Secure architectures
Design of resilient, segmented and compliant VoIP infrastructure
Three-zone architecture
A secure VoIP architecture relies on separating the network into three distinct zones: the external zone (carriers and partners), the DMZ zone (where the SBC resides) and the internal zone (PBX, communication servers, endpoints). The SBC controls all flows between these zones.
External zone
Interconnection with SIP carriers, partners and Internet. Incoming flows are filtered, authenticated and normalized by the SBC before reaching the internal network.
DMZ zone
The SBC resides in this buffer zone. It terminates external SIP sessions, validates them and re-establishes new sessions to the internal zone with secure parameters.
Internal zone
Communication equipment (PBX, UC servers, endpoints) are isolated in the internal network. They are never directly exposed to external flows.
Network segmentation
Segmentation uses dedicated VLANs to isolate signaling flows, media flows and administration. Each segment has its own filtering and QoS rules.
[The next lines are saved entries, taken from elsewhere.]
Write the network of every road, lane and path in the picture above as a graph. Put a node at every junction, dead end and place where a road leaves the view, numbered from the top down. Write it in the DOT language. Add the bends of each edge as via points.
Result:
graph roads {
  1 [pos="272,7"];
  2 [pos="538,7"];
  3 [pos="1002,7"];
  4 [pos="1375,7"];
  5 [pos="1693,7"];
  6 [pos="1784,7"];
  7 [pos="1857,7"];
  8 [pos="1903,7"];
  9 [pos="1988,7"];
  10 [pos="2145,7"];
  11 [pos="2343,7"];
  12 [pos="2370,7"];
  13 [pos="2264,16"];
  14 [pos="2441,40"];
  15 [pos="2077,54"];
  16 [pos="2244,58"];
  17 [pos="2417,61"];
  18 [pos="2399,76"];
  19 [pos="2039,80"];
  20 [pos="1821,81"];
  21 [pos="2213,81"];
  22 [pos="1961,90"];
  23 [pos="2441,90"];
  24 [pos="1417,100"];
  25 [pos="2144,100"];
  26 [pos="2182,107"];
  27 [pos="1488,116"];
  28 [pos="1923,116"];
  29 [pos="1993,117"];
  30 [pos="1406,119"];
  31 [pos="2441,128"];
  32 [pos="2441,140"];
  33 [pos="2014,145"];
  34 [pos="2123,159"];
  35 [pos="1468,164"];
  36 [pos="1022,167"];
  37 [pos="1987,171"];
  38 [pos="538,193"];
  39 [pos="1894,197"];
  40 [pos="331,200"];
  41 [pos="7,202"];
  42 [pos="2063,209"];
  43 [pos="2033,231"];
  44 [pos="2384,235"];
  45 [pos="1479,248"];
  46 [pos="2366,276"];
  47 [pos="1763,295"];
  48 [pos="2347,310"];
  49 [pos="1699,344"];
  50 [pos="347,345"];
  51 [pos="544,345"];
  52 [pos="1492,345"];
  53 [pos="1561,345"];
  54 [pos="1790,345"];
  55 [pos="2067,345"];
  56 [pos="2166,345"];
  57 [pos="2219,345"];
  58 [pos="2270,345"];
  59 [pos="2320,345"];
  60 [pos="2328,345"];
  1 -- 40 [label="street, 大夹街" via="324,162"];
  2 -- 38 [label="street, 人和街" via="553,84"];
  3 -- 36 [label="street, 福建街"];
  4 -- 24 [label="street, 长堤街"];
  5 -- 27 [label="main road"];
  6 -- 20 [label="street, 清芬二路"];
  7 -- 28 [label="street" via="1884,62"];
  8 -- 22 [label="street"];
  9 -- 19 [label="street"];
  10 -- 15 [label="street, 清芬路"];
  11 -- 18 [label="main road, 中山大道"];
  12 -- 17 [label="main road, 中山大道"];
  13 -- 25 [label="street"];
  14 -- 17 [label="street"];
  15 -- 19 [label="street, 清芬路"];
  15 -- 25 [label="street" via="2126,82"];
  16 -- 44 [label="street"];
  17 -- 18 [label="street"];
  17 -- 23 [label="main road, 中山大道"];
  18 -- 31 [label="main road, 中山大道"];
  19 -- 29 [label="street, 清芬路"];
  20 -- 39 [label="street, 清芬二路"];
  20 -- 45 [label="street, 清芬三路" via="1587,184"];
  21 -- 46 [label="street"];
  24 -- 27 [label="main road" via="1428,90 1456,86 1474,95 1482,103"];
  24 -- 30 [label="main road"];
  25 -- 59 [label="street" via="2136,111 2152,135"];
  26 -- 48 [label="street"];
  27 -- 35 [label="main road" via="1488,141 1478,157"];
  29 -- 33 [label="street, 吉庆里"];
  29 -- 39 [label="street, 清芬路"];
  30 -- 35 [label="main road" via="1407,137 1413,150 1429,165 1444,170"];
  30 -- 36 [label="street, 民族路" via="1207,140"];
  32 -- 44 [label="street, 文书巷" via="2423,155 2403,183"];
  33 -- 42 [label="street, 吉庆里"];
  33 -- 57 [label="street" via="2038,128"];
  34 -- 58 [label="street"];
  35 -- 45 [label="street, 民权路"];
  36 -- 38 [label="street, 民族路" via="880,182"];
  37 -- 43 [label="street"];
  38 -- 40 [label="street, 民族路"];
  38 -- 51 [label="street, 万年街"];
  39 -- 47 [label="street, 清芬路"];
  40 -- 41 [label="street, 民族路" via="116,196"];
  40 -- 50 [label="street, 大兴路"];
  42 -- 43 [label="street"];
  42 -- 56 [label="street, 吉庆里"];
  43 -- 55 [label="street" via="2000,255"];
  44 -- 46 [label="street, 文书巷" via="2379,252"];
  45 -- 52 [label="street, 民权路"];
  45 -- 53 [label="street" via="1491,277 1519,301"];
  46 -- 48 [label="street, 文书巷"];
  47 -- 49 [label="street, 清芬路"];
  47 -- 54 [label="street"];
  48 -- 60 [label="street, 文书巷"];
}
SBC interfaces are assigned to specific realms, each with its own security policies.
Encryption and security
All signaling flows are protected by TLS (SIP over TLS). Media flows are encrypted with SRTP using key exchange via SDES or DTLS-SRTP. Certificates are managed by an internal PKI or recognized certificate authorities.
High availability
Production architectures deploy the SBC in 1+1 high availability mode. The secondary node continuously monitors the primary node via a dedicated heartbeat link. In case of failure, failover is automatic and transparent to ongoing sessions.
Secure administration
SBC equipment administration is isolated on a dedicated management network, accessible only via VPN. Access is authenticated, logged and restricted to authorized operators only. All configuration changes are recorded in an audit system.